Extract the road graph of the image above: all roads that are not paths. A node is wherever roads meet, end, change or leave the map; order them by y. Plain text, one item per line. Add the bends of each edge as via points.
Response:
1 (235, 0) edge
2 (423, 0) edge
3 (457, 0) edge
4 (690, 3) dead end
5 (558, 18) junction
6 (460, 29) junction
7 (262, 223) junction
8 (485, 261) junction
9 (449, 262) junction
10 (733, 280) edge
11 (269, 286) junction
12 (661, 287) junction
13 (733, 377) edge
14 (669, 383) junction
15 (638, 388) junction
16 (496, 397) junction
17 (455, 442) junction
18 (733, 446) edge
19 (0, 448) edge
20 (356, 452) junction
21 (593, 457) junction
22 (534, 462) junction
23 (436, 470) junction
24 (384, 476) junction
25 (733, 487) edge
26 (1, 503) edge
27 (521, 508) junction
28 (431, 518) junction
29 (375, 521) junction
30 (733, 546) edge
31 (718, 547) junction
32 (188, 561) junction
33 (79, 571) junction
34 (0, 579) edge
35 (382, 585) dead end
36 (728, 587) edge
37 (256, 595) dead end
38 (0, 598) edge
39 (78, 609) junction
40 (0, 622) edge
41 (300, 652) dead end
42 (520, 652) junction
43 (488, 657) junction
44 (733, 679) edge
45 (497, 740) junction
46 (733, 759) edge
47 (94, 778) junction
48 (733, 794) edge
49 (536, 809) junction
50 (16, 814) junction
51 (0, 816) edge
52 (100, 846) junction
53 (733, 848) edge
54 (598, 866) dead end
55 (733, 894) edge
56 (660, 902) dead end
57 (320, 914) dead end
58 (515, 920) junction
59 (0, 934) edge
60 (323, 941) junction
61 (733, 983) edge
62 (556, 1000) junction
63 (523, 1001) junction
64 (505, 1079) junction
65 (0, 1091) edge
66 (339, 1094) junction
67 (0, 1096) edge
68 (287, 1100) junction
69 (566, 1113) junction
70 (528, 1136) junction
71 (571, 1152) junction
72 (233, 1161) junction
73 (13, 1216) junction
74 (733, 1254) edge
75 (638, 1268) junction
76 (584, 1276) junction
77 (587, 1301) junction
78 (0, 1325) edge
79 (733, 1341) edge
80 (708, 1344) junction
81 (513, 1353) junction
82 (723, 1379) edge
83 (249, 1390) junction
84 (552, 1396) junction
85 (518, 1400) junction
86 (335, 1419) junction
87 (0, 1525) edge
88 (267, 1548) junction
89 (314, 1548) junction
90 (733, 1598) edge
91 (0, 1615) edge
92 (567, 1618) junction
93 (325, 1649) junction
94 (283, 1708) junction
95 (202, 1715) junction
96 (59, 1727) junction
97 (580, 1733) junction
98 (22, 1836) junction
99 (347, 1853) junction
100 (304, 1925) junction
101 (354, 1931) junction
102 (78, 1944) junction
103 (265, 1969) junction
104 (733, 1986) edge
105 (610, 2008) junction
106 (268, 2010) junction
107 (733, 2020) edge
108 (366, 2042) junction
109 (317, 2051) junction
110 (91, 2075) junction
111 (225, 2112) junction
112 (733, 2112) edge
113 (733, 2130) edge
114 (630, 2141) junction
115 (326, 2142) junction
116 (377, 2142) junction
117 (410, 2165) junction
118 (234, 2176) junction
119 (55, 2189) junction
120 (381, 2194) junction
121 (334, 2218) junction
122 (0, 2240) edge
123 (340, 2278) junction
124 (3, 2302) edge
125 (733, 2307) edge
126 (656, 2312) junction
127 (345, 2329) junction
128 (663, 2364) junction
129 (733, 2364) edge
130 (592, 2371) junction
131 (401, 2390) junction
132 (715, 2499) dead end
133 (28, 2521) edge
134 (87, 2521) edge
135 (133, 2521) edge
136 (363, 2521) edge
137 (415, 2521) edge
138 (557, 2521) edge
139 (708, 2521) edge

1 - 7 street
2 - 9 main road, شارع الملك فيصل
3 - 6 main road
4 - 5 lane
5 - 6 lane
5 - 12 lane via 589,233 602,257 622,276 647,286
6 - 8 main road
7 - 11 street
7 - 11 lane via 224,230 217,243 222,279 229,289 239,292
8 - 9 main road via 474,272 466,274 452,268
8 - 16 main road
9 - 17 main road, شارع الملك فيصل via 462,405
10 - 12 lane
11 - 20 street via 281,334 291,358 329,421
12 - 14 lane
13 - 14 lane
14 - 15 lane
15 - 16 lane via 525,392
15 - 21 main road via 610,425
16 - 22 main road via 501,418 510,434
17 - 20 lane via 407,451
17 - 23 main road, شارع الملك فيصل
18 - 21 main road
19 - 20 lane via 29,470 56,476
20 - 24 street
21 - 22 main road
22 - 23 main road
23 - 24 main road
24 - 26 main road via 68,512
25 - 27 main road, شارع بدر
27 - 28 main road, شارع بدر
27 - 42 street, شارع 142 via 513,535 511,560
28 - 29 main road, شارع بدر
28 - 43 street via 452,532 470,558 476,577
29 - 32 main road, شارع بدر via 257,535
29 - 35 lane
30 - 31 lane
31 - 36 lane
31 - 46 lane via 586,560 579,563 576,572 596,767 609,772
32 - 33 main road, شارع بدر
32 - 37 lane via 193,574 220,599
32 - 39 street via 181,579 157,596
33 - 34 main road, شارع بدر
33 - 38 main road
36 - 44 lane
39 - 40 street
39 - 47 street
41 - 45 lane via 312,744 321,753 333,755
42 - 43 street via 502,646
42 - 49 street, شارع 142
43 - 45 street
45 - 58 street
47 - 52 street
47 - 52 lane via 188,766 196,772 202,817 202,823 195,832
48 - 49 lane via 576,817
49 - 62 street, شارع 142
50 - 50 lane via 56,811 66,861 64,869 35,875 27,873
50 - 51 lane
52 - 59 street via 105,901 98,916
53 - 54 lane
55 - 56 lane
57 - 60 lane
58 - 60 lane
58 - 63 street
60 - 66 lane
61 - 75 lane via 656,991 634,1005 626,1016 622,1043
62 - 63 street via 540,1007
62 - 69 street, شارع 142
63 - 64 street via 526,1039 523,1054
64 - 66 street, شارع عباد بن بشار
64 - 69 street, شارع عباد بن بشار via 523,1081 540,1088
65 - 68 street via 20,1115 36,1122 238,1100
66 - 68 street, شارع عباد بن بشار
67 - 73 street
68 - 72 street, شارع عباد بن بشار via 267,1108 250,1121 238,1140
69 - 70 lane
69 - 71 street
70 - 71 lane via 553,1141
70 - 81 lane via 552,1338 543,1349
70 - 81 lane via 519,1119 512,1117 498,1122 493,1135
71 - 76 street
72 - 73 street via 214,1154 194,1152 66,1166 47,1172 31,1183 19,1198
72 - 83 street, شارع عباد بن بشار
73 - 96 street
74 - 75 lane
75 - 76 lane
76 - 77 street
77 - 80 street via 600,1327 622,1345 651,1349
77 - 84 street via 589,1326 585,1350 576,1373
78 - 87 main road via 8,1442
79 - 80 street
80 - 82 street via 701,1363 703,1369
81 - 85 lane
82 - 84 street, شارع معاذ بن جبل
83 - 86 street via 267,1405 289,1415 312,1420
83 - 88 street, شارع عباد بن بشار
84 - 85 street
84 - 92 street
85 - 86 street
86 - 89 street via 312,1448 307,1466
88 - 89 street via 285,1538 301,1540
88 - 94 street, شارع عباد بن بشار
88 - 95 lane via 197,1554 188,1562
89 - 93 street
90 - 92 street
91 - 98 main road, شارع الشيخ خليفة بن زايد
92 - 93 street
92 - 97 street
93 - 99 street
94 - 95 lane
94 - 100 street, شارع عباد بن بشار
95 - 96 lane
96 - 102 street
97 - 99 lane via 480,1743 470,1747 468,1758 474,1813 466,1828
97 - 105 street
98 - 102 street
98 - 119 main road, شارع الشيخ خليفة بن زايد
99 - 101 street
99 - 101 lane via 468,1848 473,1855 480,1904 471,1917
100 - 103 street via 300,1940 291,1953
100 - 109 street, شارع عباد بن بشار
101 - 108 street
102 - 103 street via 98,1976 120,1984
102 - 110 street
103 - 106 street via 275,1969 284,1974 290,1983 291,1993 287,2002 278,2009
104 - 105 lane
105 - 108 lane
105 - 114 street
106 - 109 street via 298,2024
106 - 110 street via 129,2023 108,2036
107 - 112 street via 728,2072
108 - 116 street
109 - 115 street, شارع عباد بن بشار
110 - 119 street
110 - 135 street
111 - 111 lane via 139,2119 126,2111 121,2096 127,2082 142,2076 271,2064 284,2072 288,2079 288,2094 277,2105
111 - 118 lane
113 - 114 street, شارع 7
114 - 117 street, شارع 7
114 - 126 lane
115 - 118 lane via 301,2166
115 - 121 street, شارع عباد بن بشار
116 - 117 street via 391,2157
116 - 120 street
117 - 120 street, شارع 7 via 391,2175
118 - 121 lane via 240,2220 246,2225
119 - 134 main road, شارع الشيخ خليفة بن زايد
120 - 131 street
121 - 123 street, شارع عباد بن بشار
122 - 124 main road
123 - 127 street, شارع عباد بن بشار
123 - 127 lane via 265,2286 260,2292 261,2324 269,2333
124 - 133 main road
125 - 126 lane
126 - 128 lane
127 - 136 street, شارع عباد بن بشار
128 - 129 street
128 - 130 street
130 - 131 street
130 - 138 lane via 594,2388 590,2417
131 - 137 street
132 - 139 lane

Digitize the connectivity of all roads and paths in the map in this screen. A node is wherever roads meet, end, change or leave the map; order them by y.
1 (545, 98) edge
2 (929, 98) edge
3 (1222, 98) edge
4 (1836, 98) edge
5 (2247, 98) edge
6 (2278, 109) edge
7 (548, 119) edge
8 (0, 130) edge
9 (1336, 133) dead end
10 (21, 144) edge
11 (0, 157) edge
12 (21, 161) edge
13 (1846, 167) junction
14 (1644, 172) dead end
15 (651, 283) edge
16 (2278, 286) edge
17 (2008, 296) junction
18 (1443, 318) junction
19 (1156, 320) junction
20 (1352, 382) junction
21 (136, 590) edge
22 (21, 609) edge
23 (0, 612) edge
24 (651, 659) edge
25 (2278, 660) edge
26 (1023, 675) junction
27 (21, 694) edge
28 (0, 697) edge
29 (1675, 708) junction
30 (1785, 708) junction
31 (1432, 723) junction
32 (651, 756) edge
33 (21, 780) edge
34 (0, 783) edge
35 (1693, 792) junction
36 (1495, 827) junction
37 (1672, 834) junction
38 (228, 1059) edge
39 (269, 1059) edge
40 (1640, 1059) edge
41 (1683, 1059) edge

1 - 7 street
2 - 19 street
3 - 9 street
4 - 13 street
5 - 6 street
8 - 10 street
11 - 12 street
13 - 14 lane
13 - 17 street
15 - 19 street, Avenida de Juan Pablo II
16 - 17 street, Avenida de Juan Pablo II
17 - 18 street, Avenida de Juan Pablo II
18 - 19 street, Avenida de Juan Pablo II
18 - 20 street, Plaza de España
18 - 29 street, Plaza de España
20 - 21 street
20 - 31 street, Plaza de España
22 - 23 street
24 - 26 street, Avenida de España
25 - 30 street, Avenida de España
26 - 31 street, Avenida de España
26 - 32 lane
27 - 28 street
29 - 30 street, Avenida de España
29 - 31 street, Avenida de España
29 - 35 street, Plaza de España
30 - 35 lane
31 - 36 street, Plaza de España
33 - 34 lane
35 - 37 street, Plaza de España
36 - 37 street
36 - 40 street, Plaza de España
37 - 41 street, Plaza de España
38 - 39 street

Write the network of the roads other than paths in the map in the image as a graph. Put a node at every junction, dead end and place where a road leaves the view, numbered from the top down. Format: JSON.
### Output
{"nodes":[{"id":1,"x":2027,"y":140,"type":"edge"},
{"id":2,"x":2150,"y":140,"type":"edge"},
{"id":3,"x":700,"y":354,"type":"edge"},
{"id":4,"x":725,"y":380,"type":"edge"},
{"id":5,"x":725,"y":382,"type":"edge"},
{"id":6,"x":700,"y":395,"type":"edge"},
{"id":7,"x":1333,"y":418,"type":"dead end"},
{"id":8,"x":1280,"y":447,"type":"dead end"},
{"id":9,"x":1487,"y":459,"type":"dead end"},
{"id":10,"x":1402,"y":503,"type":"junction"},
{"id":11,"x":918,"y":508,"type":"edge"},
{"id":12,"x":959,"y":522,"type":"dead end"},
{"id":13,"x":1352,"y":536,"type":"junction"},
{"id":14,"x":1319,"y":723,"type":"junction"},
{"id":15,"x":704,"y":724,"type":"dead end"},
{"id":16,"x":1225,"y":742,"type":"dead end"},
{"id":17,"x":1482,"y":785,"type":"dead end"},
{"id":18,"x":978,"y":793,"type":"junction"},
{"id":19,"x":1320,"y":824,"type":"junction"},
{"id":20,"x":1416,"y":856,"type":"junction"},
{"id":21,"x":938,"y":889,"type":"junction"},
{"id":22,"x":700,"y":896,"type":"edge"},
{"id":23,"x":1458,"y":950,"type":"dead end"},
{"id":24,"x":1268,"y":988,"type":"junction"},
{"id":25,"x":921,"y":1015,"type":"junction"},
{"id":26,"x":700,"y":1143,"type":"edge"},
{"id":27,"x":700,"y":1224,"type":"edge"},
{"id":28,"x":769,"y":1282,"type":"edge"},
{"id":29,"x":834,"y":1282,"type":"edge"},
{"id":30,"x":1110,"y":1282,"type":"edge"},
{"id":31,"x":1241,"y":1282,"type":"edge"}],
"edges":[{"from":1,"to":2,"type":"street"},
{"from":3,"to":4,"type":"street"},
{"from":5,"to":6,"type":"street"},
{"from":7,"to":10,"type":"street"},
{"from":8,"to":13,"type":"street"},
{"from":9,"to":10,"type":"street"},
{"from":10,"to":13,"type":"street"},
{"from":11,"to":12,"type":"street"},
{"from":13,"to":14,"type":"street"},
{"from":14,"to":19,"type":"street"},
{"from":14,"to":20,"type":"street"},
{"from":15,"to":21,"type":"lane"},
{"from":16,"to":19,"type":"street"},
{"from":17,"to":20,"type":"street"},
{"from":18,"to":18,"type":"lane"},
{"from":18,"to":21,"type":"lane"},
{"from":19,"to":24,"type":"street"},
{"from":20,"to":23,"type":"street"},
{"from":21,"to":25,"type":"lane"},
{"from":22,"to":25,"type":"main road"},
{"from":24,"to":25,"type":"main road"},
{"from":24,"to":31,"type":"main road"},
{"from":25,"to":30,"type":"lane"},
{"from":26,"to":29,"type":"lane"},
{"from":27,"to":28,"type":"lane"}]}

### WORK REQUEST
Pick each line holding the word "خليفة" out of the listing.

### FINISHED TASK
91 - 98 main road, شارع الشيخ خليفة بن زايد
98 - 119 main road, شارع الشيخ خليفة بن زايد
119 - 134 main road, شارع الشيخ خليفة بن زايد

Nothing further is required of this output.